WORK REQUIRED ▸ Each record that follows must be reproduced exactly.

[Data extracted from a collection]
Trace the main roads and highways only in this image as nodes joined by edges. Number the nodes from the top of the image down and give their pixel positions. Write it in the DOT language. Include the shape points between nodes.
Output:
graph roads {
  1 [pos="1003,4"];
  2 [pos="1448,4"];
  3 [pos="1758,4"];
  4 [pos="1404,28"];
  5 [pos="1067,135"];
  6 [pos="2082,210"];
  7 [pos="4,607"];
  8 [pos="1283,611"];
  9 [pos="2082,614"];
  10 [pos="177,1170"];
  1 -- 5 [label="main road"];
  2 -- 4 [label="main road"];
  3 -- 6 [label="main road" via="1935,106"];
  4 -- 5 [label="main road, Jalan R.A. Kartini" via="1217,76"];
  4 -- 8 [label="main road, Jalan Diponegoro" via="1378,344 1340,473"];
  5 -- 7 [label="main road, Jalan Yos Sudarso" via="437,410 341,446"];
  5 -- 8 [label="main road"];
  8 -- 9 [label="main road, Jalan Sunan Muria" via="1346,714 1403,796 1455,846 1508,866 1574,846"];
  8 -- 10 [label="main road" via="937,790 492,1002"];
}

EXERCISE ANSWER ▸
Trace the main roads and highways only in this image as nodes joined by edges. Number the nodes from the top of the image down and give their pixel positions. Write it in the DOT language. Include the shape points between nodes.
Output:
graph roads {
  1 [pos="1003,4"];
  2 [pos="1448,4"];
  3 [pos="1758,4"];
  4 [pos="1404,28"];
  5 [pos="1067,135"];
  6 [pos="2082,210"];
  7 [pos="4,607"];
  8 [pos="1283,611"];
  9 [pos="2082,614"];
  10 [pos="177,1170"];
  1 -- 5 [label="main road"];
  2 -- 4 [label="main road"];
  3 -- 6 [label="main road" via="1935,106"];
  4 -- 5 [label="main road, Jalan R.A. Kartini" via="1217,76"];
  4 -- 8 [label="main road, Jalan Diponegoro" via="1378,344 1340,473"];
  5 -- 7 [label="main road, Jalan Yos Sudarso" via="437,410 341,446"];
  5 -- 8 [label="main road"];
  8 -- 9 [label="main road, Jalan Sunan Muria" via="1346,714 1403,796 1455,846 1508,866 1574,846"];
  8 -- 10 [label="main road" via="937,790 492,1002"];
}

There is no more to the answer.